她在西弗勒斯的怒氣升騰起來之前迅速變成一隻小蝙蝠,黑色的翅膀外緣有著一圈酒紅色的細邊。她討厭被威脅,她是夜之女王,即使這個年輕人身上有某種似曾相識的感覺,讓她想起幾百年前化為灰燼的丈夫。她會對他掏槍的動作給出一點點適當的反擊的。所以,在她飛走之前,她所站的地方留下了一朵之魔草。如果西弗勒斯足夠見多識廣,那麼他一定會知道他的小愛人除了面臨最大的威脅,或許連魔力也快消失了。想到那個時候他的心急如焚,卡琳娜忍不住得意了幾分。

布萊克祖宅中,沃爾布加端過家養小精靈送上來的溫湯,一勺一勺送進奧賴恩的口中。這幾年奧賴恩的身體每況愈下,即使喝下再多的營養藥劑,他的身形還是一點點消受了下去。與此同時,布萊克的榮耀在馬爾福的刻意打壓和魔法部的左右為難下正一點點失去他的光輝。他真正的長子是見不得人的,而當他活得越來越漂亮時,他們已經永遠地失去了他;他的逆子在畢業之後去了鳳凰社。這對命運截然相反的雙生子,或多或少都為這個家族帶來了災難。而他的小兒子最終還能擔當起大任,將布萊克的純粹延續下去麼?

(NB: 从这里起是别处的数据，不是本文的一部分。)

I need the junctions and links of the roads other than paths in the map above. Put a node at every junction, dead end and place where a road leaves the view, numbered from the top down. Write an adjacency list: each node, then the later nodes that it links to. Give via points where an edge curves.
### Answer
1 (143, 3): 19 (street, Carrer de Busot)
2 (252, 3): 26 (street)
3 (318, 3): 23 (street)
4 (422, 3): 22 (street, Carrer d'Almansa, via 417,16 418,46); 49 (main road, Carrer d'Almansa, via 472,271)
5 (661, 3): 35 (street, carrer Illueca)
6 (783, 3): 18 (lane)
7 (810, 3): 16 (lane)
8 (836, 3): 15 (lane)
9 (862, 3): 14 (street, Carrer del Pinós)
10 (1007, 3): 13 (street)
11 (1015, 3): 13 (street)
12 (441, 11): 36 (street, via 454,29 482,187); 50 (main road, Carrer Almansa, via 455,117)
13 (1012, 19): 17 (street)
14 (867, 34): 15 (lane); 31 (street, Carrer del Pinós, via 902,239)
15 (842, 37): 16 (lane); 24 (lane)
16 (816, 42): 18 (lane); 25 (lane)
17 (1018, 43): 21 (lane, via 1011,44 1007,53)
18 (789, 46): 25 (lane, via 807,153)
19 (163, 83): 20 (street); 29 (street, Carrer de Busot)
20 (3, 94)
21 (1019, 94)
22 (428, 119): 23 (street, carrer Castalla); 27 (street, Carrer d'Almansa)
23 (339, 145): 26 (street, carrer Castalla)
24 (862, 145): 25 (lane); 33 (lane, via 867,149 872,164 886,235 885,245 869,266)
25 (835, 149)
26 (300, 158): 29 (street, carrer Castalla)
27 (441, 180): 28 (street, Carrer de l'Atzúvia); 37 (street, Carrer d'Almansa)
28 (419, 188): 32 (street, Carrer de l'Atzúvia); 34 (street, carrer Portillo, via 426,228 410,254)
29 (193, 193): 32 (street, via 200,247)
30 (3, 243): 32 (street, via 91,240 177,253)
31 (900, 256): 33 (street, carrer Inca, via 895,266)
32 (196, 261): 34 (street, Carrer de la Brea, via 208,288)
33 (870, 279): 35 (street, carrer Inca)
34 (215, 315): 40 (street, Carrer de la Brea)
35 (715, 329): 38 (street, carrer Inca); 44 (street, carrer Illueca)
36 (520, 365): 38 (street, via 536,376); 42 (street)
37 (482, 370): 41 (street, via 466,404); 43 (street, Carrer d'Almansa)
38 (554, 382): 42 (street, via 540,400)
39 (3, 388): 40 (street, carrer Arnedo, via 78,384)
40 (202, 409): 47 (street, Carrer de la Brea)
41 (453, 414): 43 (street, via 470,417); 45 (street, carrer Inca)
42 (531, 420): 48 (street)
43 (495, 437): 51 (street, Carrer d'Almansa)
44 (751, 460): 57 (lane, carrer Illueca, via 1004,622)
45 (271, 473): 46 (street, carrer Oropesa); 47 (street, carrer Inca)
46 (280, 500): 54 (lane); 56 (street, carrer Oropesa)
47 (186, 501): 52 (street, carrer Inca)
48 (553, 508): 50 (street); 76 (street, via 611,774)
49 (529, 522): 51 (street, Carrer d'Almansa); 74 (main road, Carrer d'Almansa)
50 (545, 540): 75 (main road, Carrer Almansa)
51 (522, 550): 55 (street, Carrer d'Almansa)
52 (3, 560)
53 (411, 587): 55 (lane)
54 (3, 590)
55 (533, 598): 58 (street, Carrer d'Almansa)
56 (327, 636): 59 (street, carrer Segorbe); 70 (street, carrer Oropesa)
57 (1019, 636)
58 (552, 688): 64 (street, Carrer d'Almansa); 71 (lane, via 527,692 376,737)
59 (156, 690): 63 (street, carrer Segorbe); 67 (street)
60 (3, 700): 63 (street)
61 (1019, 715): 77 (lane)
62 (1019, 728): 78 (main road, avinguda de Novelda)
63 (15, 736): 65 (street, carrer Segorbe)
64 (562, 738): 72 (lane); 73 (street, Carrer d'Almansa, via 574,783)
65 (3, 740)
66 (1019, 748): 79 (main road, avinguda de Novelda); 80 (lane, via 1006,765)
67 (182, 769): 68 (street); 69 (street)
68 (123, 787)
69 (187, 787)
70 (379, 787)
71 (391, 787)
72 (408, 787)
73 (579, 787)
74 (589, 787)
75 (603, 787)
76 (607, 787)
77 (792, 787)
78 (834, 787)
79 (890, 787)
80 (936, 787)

“克利切告訴我……”沃爾布加猶豫了一下,佈下幾個小咒語,壓低聲音說,“他現在被關在地牢中,克利切已經給他送了麵包和水,還有一張毯子……”

奧賴恩猛然睜開了眼睛,又緩緩地閉上,他最終還是沒有說什麼。他不知道該對這個曾經的“兒子”說些什麼,他們的確拋棄了他,但那是因為他毫無能力,他們也曾要求他再次迴歸,但他不光拒絕了,甚至因為這一層不為人知的身份使得他們和盧修斯的合作無法開展。所以,他有理由恨他,有理由用家族的名義審判他,有理由任由他在地牢中在那些人的手裡自生自滅。

“啪”臥室的門從外面被人粗魯地推開了。貝拉轉著魔杖,倚在門邊,有一種刻意拔高的聲音說:“主人在書房等你們。”如果,諾耶在這裡的話,他不難想到克利切口中那個“背叛的血族”並非指卡琳娜,而是指貝拉,這個女人毫無顧忌地甚至有些得意地露出口中的獠牙,她已經背叛了自己的血統。

奧賴恩垂在身邊的手緊緊地攥了攥。他知道這一去意味著什麼,意味著他要將自己高貴的脖子伸在曾記的欺騙了貴族的卑劣的混血統,現在的連自我身體都沒有的伏地魔的口下,請他吮吸自己的血液,將自己改造成一個血族。以梅林的名義,這種玷汙自身血統的做法還不如讓他去死來得乾脆些。他所做的一切都是為了恢復純血的榮耀,可現在有個瘋子,正用一種施捨的態度來恣意破壞這一切。

經驗告訴沃爾布加,這種時候強調“長幼秩序”是毫無意義的,貝拉的魔力已經高過他太多,這個骯髒的女人自己用玷汙血液的方式來獲得能力,真應該把她的名字從掛毯上燙去儘管在此之前,沃爾布加曾無數次地感慨,也許貝拉是他們家族唯一的榮耀的希望。

“奧賴恩的身體並非很好,也許我們……”

“不要推三阻四,主人的命令是你們最大的榮耀。在主人顛沛流離的時候,你們卻在享受新的生活,你們已經背叛過一次了,我不會再給你們背叛的機會。”貝拉毫不猶豫地轉身離開,彷彿她在這裡再待一秒都無法忍受了。她的魔杖在手心中跳躍,即使她沒有回頭,沃爾布加手中的碗被一道快速的魔杖擊中,溫湯灑了一地。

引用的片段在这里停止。